EXERCISE OBJECTIVE: Each entry should be set down again verbatim, with the images omitted.
───── DATA RECORDS
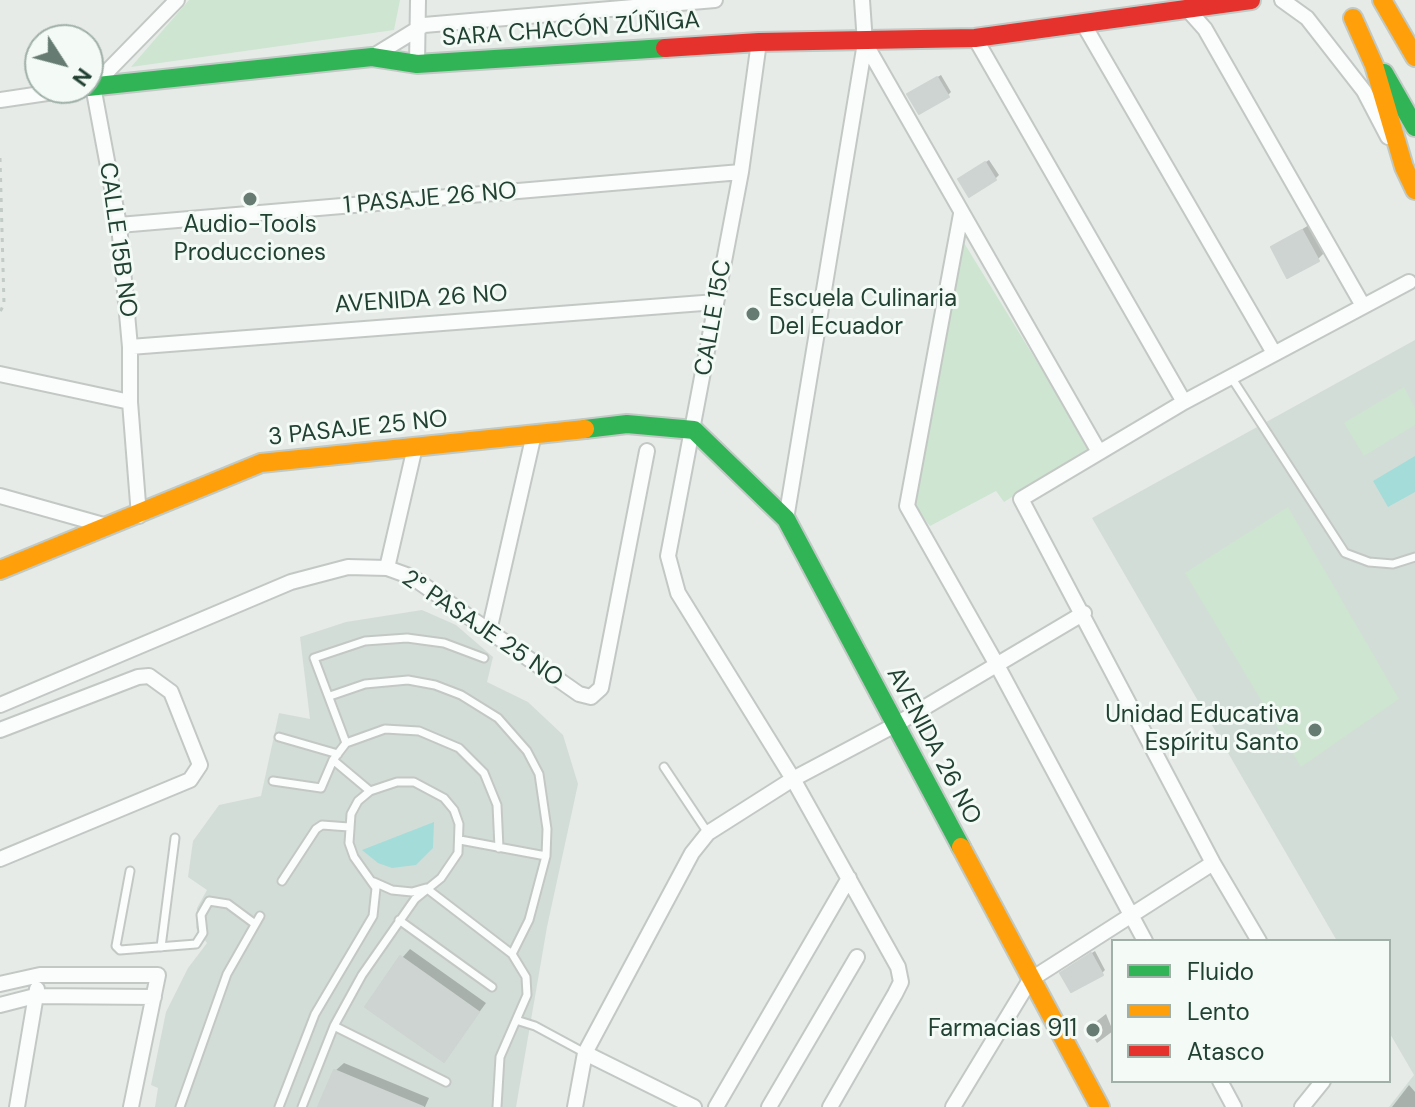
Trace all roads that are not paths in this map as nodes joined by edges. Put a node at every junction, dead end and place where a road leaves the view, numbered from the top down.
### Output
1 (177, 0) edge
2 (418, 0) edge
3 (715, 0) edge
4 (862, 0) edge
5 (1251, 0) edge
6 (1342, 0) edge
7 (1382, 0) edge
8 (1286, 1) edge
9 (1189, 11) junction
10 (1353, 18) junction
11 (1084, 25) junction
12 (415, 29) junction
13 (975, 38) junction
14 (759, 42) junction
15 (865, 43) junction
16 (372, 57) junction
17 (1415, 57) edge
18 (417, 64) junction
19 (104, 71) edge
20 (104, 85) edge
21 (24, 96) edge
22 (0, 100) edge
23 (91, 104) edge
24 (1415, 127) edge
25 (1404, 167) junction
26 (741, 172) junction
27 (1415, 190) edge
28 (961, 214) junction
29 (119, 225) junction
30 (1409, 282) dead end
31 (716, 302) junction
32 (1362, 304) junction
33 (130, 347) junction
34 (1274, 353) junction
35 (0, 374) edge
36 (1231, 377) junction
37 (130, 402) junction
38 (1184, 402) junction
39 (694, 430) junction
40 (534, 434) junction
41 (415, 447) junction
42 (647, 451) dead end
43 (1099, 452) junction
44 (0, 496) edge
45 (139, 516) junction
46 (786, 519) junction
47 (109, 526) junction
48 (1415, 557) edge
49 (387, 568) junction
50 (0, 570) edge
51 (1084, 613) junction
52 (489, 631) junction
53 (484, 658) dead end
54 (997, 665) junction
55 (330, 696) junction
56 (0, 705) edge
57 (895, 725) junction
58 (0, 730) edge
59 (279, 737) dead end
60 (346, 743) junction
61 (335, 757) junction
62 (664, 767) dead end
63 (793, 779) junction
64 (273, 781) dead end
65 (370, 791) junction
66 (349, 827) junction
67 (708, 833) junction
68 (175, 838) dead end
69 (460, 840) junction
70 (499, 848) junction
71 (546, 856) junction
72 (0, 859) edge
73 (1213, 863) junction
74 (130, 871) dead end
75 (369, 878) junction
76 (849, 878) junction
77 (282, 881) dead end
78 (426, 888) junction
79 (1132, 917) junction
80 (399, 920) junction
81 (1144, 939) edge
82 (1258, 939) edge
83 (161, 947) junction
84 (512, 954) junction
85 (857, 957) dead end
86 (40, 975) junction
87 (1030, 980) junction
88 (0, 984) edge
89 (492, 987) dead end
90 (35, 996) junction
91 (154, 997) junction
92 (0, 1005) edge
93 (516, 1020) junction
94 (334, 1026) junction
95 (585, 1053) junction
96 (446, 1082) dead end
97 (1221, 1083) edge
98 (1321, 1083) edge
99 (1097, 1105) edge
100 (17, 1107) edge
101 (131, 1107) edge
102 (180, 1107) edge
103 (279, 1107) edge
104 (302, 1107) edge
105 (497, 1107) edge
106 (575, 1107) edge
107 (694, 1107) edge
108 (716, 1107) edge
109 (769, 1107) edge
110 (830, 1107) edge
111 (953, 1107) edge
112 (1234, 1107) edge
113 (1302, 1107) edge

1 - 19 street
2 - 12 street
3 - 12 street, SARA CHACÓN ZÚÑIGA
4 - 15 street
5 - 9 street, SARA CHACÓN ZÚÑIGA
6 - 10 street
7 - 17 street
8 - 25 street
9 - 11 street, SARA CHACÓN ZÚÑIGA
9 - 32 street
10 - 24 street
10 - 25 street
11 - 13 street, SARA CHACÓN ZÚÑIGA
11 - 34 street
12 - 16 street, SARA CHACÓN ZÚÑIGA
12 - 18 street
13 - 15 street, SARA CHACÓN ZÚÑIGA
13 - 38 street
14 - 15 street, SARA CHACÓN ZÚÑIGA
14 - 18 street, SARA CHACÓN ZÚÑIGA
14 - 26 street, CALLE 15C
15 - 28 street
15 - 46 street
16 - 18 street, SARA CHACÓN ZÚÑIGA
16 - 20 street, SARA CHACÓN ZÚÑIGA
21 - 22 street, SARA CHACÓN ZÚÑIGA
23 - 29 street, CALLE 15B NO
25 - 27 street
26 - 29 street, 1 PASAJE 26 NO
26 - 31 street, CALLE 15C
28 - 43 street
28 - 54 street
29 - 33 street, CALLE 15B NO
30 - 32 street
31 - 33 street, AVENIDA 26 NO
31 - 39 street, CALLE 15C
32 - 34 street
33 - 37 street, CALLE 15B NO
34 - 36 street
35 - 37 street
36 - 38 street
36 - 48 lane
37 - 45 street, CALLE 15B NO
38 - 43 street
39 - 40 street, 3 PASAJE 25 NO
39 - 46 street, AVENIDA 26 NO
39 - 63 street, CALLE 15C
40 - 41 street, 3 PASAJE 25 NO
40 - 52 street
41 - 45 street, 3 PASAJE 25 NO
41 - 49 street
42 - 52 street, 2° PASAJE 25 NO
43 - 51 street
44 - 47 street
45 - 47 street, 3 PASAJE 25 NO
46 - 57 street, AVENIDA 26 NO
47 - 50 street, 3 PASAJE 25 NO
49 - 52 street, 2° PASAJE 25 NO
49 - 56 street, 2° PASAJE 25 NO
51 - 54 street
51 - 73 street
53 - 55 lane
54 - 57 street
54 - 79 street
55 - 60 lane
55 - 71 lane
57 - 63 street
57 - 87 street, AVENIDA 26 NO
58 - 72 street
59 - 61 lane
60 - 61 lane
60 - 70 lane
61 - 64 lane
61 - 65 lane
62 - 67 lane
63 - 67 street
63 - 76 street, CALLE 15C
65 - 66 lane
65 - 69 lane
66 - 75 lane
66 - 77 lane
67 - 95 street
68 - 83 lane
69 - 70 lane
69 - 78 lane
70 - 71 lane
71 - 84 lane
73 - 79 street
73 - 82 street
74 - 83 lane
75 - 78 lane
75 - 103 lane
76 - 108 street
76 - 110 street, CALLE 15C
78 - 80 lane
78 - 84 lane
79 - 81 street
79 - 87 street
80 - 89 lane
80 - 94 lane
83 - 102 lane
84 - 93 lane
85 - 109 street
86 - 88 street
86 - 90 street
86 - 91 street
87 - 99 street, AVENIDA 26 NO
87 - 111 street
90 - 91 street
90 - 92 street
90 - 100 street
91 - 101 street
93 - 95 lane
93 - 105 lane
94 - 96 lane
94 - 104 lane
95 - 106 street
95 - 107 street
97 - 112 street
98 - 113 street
──────────
ANSWER TO THE EXERCISE:
Trace all roads that are not paths in this map as nodes joined by edges. Put a node at every junction, dead end and place where a road leaves the view, numbered from the top down.
### Output
1 (177, 0) edge
2 (418, 0) edge
3 (715, 0) edge
4 (862, 0) edge
5 (1251, 0) edge
6 (1342, 0) edge
7 (1382, 0) edge
8 (1286, 1) edge
9 (1189, 11) junction
10 (1353, 18) junction
11 (1084, 25) junction
12 (415, 29) junction
13 (975, 38) junction
14 (759, 42) junction
15 (865, 43) junction
16 (372, 57) junction
17 (1415, 57) edge
18 (417, 64) junction
19 (104, 71) edge
20 (104, 85) edge
21 (24, 96) edge
22 (0, 100) edge
23 (91, 104) edge
24 (1415, 127) edge
25 (1404, 167) junction
26 (741, 172) junction
27 (1415, 190) edge
28 (961, 214) junction
29 (119, 225) junction
30 (1409, 282) dead end
31 (716, 302) junction
32 (1362, 304) junction
33 (130, 347) junction
34 (1274, 353) junction
35 (0, 374) edge
36 (1231, 377) junction
37 (130, 402) junction
38 (1184, 402) junction
39 (694, 430) junction
40 (534, 434) junction
41 (415, 447) junction
42 (647, 451) dead end
43 (1099, 452) junction
44 (0, 496) edge
45 (139, 516) junction
46 (786, 519) junction
47 (109, 526) junction
48 (1415, 557) edge
49 (387, 568) junction
50 (0, 570) edge
51 (1084, 613) junction
52 (489, 631) junction
53 (484, 658) dead end
54 (997, 665) junction
55 (330, 696) junction
56 (0, 705) edge
57 (895, 725) junction
58 (0, 730) edge
59 (279, 737) dead end
60 (346, 743) junction
61 (335, 757) junction
62 (664, 767) dead end
63 (793, 779) junction
64 (273, 781) dead end
65 (370, 791) junction
66 (349, 827) junction
67 (708, 833) junction
68 (175, 838) dead end
69 (460, 840) junction
70 (499, 848) junction
71 (546, 856) junction
72 (0, 859) edge
73 (1213, 863) junction
74 (130, 871) dead end
75 (369, 878) junction
76 (849, 878) junction
77 (282, 881) dead end
78 (426, 888) junction
79 (1132, 917) junction
80 (399, 920) junction
81 (1144, 939) edge
82 (1258, 939) edge
83 (161, 947) junction
84 (512, 954) junction
85 (857, 957) dead end
86 (40, 975) junction
87 (1030, 980) junction
88 (0, 984) edge
89 (492, 987) dead end
90 (35, 996) junction
91 (154, 997) junction
92 (0, 1005) edge
93 (516, 1020) junction
94 (334, 1026) junction
95 (585, 1053) junction
96 (446, 1082) dead end
97 (1221, 1083) edge
98 (1321, 1083) edge
99 (1097, 1105) edge
100 (17, 1107) edge
101 (131, 1107) edge
102 (180, 1107) edge
103 (279, 1107) edge
104 (302, 1107) edge
105 (497, 1107) edge
106 (575, 1107) edge
107 (694, 1107) edge
108 (716, 1107) edge
109 (769, 1107) edge
110 (830, 1107) edge
111 (953, 1107) edge
112 (1234, 1107) edge
113 (1302, 1107) edge

1 - 19 street
2 - 12 street
3 - 12 street, SARA CHACÓN ZÚÑIGA
4 - 15 street
5 - 9 street, SARA CHACÓN ZÚÑIGA
6 - 10 street
7 - 17 street
8 - 25 street
9 - 11 street, SARA CHACÓN ZÚÑIGA
9 - 32 street
10 - 24 street
10 - 25 street
11 - 13 street, SARA CHACÓN ZÚÑIGA
11 - 34 street
12 - 16 street, SARA CHACÓN ZÚÑIGA
12 - 18 street
13 - 15 street, SARA CHACÓN ZÚÑIGA
13 - 38 street
14 - 15 street, SARA CHACÓN ZÚÑIGA
14 - 18 street, SARA CHACÓN ZÚÑIGA
14 - 26 street, CALLE 15C
15 - 28 street
15 - 46 street
16 - 18 street, SARA CHACÓN ZÚÑIGA
16 - 20 street, SARA CHACÓN ZÚÑIGA
21 - 22 street, SARA CHACÓN ZÚÑIGA
23 - 29 street, CALLE 15B NO
25 - 27 street
26 - 29 street, 1 PASAJE 26 NO
26 - 31 street, CALLE 15C
28 - 43 street
28 - 54 street
29 - 33 street, CALLE 15B NO
30 - 32 street
31 - 33 street, AVENIDA 26 NO
31 - 39 street, CALLE 15C
32 - 34 street
33 - 37 street, CALLE 15B NO
34 - 36 street
35 - 37 street
36 - 38 street
36 - 48 lane
37 - 45 street, CALLE 15B NO
38 - 43 street
39 - 40 street, 3 PASAJE 25 NO
39 - 46 street, AVENIDA 26 NO
39 - 63 street, CALLE 15C
40 - 41 street, 3 PASAJE 25 NO
40 - 52 street
41 - 45 street, 3 PASAJE 25 NO
41 - 49 street
42 - 52 street, 2° PASAJE 25 NO
43 - 51 street
44 - 47 street
45 - 47 street, 3 PASAJE 25 NO
46 - 57 street, AVENIDA 26 NO
47 - 50 street, 3 PASAJE 25 NO
49 - 52 street, 2° PASAJE 25 NO
49 - 56 street, 2° PASAJE 25 NO
51 - 54 street
51 - 73 street
53 - 55 lane
54 - 57 street
54 - 79 street
55 - 60 lane
55 - 71 lane
57 - 63 street
57 - 87 street, AVENIDA 26 NO
58 - 72 street
59 - 61 lane
60 - 61 lane
60 - 70 lane
61 - 64 lane
61 - 65 lane
62 - 67 lane
63 - 67 street
63 - 76 street, CALLE 15C
65 - 66 lane
65 - 69 lane
66 - 75 lane
66 - 77 lane
67 - 95 street
68 - 83 lane
69 - 70 lane
69 - 78 lane
70 - 71 lane
71 - 84 lane
73 - 79 street
73 - 82 street
74 - 83 lane
75 - 78 lane
75 - 103 lane
76 - 108 street
76 - 110 street, CALLE 15C
78 - 80 lane
78 - 84 lane
79 - 81 street
79 - 87 street
80 - 89 lane
80 - 94 lane
83 - 102 lane
84 - 93 lane
85 - 109 street
86 - 88 street
86 - 90 street
86 - 91 street
87 - 99 street, AVENIDA 26 NO
87 - 111 street
90 - 91 street
90 - 92 street
90 - 100 street
91 - 101 street
93 - 95 lane
93 - 105 lane
94 - 96 lane
94 - 104 lane
95 - 106 street
95 - 107 street
97 - 112 street
98 - 113 street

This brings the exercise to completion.